Tolle Sache habe ich gedacht, die sind ja nett.
Ich gleich die Beschwerde Hotline angerufen, die haben sich mit den Technikern in Verbindung gesetzt, dann kam die Auskunft. 2 größere Baugruppen müssen ausgetauscht werden. Auf die Frage wie lange dauert das ... 1. Woche, 2 Wochen ... Nein, keine 2 Wochen sagten Sie.

Die 2 Wochen waren vorbei.

4. Störungsmeldung:

Frage des Bearbeiters: Haben sie schon die Techniker angerufen? Ich sagte die haben mich an sie verwiesen.
Mhhh sagte er dann nehme ich nochmal die Störung auf.
Ich gab Ihm meine Funknummer damit die Techniker mich zurück rufen können. 
3 Tage später kam ein Anruf, aber nich aufs Handy sondern auf das Festnetz.

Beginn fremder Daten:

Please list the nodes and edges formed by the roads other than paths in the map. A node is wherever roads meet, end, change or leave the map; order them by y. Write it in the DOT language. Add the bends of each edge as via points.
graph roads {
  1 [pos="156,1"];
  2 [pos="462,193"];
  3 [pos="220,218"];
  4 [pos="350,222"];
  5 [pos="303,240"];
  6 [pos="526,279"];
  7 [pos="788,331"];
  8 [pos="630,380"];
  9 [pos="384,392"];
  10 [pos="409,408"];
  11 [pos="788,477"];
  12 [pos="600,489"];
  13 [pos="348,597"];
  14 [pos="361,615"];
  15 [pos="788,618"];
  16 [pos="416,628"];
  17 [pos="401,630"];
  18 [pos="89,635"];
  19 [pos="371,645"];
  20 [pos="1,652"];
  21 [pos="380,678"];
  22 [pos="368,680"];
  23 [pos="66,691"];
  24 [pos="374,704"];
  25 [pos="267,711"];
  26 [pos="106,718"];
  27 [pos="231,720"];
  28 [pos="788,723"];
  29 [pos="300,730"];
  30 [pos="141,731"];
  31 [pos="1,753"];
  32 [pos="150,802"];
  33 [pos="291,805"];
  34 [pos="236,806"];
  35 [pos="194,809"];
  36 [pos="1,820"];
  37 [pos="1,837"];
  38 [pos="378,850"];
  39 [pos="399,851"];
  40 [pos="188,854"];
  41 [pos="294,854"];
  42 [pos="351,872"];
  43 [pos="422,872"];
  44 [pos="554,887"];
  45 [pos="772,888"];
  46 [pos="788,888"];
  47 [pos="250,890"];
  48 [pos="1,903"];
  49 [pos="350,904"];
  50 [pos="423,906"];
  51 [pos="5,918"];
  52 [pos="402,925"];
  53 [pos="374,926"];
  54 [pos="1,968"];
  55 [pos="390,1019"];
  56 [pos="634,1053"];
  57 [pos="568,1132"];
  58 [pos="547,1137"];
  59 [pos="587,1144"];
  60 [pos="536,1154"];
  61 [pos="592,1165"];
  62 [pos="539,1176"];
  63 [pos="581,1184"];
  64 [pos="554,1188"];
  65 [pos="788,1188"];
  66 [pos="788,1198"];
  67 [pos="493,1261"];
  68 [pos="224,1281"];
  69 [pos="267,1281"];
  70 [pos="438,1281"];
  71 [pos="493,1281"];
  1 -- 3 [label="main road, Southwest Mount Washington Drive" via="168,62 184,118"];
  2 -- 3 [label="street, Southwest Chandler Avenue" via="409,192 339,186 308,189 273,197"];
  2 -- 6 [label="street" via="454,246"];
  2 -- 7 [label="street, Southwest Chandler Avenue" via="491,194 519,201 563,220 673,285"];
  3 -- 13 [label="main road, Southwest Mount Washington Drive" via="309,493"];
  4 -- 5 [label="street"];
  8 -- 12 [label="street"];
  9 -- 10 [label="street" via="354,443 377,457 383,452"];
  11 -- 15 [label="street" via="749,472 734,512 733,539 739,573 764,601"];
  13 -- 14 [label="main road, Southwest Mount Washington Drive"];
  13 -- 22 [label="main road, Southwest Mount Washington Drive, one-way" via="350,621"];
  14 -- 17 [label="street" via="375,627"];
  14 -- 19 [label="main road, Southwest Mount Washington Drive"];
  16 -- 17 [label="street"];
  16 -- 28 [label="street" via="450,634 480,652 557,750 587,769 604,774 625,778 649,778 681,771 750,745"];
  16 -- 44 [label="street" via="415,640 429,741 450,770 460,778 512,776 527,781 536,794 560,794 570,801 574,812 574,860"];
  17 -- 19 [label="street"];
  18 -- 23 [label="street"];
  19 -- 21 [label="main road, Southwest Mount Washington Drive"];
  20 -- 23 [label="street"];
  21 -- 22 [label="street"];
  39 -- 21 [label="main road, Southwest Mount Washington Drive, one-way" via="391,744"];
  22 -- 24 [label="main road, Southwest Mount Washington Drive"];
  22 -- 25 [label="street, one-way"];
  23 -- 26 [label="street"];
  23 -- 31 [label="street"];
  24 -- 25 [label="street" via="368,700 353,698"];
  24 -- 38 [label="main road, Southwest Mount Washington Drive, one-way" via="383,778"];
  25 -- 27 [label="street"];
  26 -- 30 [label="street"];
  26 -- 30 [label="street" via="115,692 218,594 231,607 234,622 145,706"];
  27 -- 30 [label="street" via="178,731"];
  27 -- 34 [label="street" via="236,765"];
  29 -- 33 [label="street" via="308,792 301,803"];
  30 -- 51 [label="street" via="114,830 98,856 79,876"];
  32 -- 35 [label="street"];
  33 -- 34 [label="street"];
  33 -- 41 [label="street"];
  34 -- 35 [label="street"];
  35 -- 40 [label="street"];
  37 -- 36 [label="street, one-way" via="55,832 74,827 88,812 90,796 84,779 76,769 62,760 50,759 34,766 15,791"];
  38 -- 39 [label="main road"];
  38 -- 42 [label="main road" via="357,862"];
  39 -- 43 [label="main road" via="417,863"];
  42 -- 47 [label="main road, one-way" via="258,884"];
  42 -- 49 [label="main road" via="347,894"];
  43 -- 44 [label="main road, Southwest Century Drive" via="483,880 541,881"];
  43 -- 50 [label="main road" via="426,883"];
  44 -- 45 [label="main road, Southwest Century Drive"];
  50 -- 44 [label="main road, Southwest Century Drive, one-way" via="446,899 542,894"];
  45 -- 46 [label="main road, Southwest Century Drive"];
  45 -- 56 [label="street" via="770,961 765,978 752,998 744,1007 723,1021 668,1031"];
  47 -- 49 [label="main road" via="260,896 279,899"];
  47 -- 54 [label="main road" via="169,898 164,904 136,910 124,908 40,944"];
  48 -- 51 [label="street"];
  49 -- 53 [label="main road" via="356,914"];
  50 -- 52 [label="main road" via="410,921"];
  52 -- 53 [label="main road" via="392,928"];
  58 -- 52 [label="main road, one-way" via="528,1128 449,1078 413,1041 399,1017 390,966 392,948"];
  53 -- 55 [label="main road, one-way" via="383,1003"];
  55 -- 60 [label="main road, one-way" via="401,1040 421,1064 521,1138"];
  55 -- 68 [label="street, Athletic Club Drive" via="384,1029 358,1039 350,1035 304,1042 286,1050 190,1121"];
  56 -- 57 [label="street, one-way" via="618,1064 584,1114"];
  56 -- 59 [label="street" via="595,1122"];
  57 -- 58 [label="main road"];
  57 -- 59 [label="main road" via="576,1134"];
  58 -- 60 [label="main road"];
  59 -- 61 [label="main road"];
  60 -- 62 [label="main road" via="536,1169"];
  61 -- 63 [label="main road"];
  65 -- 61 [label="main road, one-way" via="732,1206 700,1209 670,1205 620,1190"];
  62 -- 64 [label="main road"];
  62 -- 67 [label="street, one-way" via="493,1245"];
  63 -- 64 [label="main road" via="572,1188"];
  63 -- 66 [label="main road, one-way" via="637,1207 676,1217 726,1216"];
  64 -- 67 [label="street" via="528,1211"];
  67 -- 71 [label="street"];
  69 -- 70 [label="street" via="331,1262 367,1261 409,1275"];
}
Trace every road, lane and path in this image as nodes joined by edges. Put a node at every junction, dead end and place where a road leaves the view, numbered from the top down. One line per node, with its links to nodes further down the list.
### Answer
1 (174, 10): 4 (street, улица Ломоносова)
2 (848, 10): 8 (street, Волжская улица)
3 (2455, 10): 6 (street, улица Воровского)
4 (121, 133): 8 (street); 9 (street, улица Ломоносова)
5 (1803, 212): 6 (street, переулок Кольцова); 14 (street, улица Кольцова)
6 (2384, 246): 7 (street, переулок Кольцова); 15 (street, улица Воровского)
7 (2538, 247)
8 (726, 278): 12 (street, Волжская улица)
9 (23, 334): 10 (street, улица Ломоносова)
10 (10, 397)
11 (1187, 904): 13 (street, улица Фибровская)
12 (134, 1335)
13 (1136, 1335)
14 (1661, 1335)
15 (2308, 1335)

Aussage der Techniker: Bei uns ist alles in Ordnung wir kommen am Freitag bei Ihnen vorbei.

Mal sehen was dabei rauskommt. Ich habe das Gefühl wenn man ein Problem hat dann wird man als Kunde von einer Ecke in die andere geschoben und nur verarscht.

Erst ist alles in Ordnung dann kaputt und dann auf einmal wieder alles in Ordnung.

Wie gesagt, ich hoffe am Freitag bin ich unterwegs mit DSl.

Grüße Guido


----------



## Bluebird (9. Januar 2002)

das  war absichtlich hinter "netten Leuten von der Telekom" platziert....ich hab die erfahrung gemacht, dass die zum großteil total inkompetent sind....


----------



## Tim C. (12. Januar 2002)

*port reseten lassen...*

also ich hab da auch ne ganz lustige geschichte und im allgemeinen klappt das immer bei jeder hotline. SEIT DREIST, SEIT PAMPIG, SEIT SEHR DIREKT.

folgendes Kumpel von mir da lief dsl auch nicht, der als angerufen und gefragt, da meinten die, ok wir könnten probieren ihren port zu reseten. der fragt so und wie geht das, meint die hotline ja wir geben das weiter an die störungsstelle und die machen das. er fragt: in welchem zeitraum denn, also mindestens noch 3 tage wird das dauern....ok gespräch beendet.
10 minuten später hat mein kumpel bei der störungsstelle angerufen und nur folgendes gesagt:

guten tag, hier ist ........ bitte einmal dsl port reseten. nachdem er dann noch seine user daten angegeben hatte, war der port binnen 15 minuten resetet und dsl ging wieder 

offtopic: 
die gleiche ******** mit nem ram den ich eingeschickt hatte. die meinten binnen 10 tagen ist der wieder da. nach 3 wochen ruf ich da an....kommentar, der ist fertig muss nur noch in den versand. ich so ok. nach ner woche immer noch nicht da, ruf da wieder an, die so tut mir leid, is fertig muss nur noch in den versand. dann bin ich mal bissl ausgeflippt, dass das doch nicht angehen könne und das die das vor ner woche auch schon gesagt hatten. meint die dame so "moment...." 2 minuten warteschleife "ja das paket ist jetzt im versand" zwei tage später hatte ich es da


----------



## Bluebird (12. Januar 2002)

es ist echt traurig, dass man immer erst solchen Druck machen muss um eine eigentlich selbstverständliche Dienstleistung zu bekommen.


----------



## Tim C. (12. Januar 2002)

jo is schon traurig, aber ich finds immer wieder niedlich wie kompetent doch so manche hotline ist und welche boni man da rausschlagen kann, wenn man nur mal "sehr explizit" sagt was man will


----------